A skeleton version of the programs will appear in your
cs35/lab/10 directory when you run update35. The
program handin35 will only submit files in this
directory.
You are encouraged to work with a partner on this lab.
Introduction
Expand your previous lab to find paths between two actors/actresses.
The Oracle of Bacon searches a
movie database to link Kevin Bacon to other actors by a
path of movies and co-stars that appeared in those movies. For
example, if you wanted to link Kurt Russell with Kevin Bacon, the
Oracle might report:
Kurt Russell was in Mean Season, The (1985) with Andy Garcia
Andy Garcia was in Air I Breathe, The (2007) with Kevin Bacon
Kurt Russell has a Kevin Bacon number of 2
This linking concept can be extended to any two actors. For example,
if you wanted to link Reese Witherspoon with John Wayne, the Oracle
might report:
Reese Witherspoon was in Rendition (2007) with Alan Arkin
Alan Arkin was in America at the Movies (1976) with John Wayne
Reese Witherspoon has a John Wayne number of 2
To implement the search for links between actors in the
movie database you will use a number of the data structures and
techniques that we've explored throughout this course, including
lists, queues, dictionaries, and breadth-first search.
Requirements
Your program should provide an interactive menu that allows the user
to request the following information from the database:
- Given an actor's name, report all the movies that he
or she appeared in.
- Given a movie title and year, report all the actors
that appeared in the movie.
- Given two actor's names, report the shortest chain that links
them. If no chain exists, then inform the user.

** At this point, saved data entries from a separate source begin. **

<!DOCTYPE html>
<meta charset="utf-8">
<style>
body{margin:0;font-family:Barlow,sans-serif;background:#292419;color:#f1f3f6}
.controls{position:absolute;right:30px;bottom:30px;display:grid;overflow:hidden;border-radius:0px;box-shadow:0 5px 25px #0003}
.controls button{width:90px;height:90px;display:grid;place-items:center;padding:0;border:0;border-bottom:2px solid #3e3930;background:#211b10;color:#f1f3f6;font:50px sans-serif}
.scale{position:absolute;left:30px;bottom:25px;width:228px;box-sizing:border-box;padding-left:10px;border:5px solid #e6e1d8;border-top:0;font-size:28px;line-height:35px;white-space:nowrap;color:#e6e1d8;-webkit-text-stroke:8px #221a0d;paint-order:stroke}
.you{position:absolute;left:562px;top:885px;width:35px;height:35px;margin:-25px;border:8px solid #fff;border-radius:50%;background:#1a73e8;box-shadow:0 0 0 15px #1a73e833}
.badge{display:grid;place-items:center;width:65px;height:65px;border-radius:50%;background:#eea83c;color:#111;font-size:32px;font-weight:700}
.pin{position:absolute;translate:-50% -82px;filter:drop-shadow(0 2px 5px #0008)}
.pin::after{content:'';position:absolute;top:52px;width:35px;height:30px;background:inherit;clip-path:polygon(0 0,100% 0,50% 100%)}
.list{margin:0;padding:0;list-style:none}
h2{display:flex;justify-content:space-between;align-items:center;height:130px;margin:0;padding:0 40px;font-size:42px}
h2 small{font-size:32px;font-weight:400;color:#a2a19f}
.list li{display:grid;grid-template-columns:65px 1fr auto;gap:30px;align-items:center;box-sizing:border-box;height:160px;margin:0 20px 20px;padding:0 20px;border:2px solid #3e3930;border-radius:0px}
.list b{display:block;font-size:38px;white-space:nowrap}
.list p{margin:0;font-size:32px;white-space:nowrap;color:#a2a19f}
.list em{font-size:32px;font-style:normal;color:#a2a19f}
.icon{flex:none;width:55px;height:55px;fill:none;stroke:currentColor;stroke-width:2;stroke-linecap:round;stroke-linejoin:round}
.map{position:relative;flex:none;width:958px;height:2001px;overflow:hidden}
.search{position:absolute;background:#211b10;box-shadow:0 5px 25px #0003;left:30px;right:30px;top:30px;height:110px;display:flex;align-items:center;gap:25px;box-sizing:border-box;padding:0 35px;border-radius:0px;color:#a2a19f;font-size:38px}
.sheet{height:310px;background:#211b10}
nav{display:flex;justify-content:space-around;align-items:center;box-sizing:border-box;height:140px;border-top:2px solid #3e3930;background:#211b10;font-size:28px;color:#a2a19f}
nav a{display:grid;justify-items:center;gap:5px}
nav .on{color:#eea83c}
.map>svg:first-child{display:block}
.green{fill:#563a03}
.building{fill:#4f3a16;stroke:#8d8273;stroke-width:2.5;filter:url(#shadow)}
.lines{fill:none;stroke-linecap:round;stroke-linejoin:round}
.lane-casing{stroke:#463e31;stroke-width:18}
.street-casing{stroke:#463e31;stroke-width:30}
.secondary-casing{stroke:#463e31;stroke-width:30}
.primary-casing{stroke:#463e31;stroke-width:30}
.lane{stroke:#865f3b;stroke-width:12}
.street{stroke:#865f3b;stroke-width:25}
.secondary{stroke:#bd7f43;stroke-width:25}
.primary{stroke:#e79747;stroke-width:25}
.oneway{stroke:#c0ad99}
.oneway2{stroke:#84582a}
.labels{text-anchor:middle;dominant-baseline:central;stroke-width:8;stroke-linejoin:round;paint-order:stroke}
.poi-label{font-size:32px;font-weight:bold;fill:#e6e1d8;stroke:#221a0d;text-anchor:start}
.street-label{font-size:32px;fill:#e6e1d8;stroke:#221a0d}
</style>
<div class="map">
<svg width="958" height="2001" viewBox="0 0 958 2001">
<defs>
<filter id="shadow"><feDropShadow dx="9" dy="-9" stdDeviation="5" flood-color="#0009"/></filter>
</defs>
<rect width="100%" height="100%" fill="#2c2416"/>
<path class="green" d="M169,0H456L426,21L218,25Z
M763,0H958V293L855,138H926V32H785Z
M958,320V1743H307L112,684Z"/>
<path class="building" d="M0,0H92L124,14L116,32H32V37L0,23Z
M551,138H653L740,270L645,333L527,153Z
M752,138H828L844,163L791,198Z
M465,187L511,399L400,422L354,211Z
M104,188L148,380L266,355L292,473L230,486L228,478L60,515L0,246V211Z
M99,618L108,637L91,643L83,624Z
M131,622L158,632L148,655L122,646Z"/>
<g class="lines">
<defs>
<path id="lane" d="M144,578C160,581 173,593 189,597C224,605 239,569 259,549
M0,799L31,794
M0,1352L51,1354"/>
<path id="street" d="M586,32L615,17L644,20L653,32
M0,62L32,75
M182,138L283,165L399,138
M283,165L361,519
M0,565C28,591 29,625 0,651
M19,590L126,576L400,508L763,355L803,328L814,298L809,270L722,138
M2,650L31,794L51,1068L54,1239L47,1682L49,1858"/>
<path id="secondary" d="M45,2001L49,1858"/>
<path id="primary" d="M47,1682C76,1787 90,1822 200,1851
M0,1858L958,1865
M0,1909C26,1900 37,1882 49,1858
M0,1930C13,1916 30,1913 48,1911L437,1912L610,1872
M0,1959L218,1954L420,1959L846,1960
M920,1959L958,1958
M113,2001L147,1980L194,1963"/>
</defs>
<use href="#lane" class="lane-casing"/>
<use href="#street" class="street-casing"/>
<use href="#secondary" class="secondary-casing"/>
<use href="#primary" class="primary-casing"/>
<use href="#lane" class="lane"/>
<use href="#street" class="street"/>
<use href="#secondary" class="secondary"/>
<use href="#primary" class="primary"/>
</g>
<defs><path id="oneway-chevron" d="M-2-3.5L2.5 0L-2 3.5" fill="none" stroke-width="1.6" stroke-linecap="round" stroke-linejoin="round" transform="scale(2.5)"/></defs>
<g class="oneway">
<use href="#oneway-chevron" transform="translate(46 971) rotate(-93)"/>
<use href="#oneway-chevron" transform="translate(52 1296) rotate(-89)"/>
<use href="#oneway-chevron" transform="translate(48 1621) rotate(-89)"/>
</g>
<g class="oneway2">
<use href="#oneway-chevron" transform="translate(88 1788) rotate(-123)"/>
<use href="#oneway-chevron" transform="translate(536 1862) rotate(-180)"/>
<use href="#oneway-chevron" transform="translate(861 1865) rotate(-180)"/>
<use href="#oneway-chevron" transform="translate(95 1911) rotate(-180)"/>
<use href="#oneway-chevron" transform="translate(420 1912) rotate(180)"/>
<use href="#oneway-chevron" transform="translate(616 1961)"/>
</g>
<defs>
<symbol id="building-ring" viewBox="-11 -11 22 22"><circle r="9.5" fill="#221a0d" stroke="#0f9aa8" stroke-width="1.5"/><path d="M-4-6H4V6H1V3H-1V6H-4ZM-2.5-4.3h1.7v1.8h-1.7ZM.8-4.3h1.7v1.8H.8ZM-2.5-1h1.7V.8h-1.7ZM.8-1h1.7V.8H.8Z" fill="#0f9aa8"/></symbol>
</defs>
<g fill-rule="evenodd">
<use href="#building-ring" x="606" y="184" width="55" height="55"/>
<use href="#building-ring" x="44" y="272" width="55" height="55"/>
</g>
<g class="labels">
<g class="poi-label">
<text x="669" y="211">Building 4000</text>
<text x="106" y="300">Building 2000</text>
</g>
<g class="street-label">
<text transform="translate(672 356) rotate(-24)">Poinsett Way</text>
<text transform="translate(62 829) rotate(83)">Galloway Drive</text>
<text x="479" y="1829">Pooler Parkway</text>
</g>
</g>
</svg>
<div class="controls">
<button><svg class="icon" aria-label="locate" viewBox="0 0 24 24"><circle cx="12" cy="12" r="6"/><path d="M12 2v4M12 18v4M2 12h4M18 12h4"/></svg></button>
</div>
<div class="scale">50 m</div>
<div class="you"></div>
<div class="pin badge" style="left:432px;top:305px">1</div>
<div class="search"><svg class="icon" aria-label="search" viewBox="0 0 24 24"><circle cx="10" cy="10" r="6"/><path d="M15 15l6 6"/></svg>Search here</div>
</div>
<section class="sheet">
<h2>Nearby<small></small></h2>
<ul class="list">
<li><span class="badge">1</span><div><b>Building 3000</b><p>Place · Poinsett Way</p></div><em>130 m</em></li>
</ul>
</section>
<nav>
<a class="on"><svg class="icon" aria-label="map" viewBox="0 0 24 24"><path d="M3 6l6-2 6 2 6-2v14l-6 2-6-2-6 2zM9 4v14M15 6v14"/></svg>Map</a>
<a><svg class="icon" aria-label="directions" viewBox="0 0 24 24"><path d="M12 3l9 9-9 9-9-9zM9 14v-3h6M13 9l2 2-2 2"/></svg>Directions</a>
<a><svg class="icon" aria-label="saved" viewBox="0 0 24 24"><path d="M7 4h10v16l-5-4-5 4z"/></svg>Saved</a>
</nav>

- Compute the average linkability of an Actor/Actress. This is done by accumulating the shortest distance from each Actor/Actress to a given source and then dividing by the total number of people in the connected component.
Your program should handle incorrect information gracefully such as
when the actor name or movie title entered is not in the database.
Data Files
The data for this lab can be found in the directory
/usr/local/doc/. The complete set of data is over 100MB. A
number of trimmed down versions of the data are available. I strongly
urge you to initially test your program on the smaller versions before
attempting the larger ones. At a minimum your program should be able
to handle the two links version of the data.
- Bacon0Links.txt
All records for only the movies that
Kevin Bacon appeared in (57 records, 1.9KB)
- Bacon1Links.txt
All records for Kevin Bacon and his
co-stars (25324 records, 898KB)
- Bacon2Links.txt
All records for Kevin Bacon, his
co-stars, and his co-stars co-stars (424616 records, 16MB)
- BaconModernPopLinks.txt
All records for actors that
have appeared in at least 10 movies since 1970 (747497 records,
27MB)
- BaconAllLinks.txt
All records except for TV show
appearances or direct release to video (3,146,321 records, 113MB)
Getting Started
Use your files form
lab 10a as a starting point.
- Reading/parsing the text file and building the initial graph takes time. Only do this once and pass pointers to the constructed graph object if you need to use the graph in multiple places. Use resetAll to prepare the graph for additional searches.
- The BFS code initially identified (1) which vertices were visited from a source and (2) the distance to the visited vertices. To report a path between two performers, you will need to retrace a path in the BFS. One possible way is to add an additional field to the Vertex class that maintains for each vertex v the ID of the vertex that discovered v first in the BFS. By tracing these IDs back from the destination vertex, you should be able to report the path. Be sure to reset this parent before each new BFS. Note by following the path from destination to source, you are visiting the path backwards. Use an appropriate data structure (perhaps a built-in one) to reverse the path for printing.
- If you update a class instance variable when doing the BFS, you can easily support the average linkability query in the Graph class.
Optional feature
If you'd like an additional challenge, try this optional
feature. For a given actor, report another actor whose path is finite
and maximal. In other words, given Kevin Bacon as a query, who is the
least linkable to Kevin Bacon and how long is his/her path? Note the
solution may not be unique. You just have to report one candidate.
Submit
Once you are satisfied with your code, hand it in by typing
handin35. This will copy the code from your
cs35/lab/10 to my grading directory. You may run
handin35 as many times as you like, and only the most recent
submission will be recorded. If you worked with a partner, only one of
you needs to handin the code.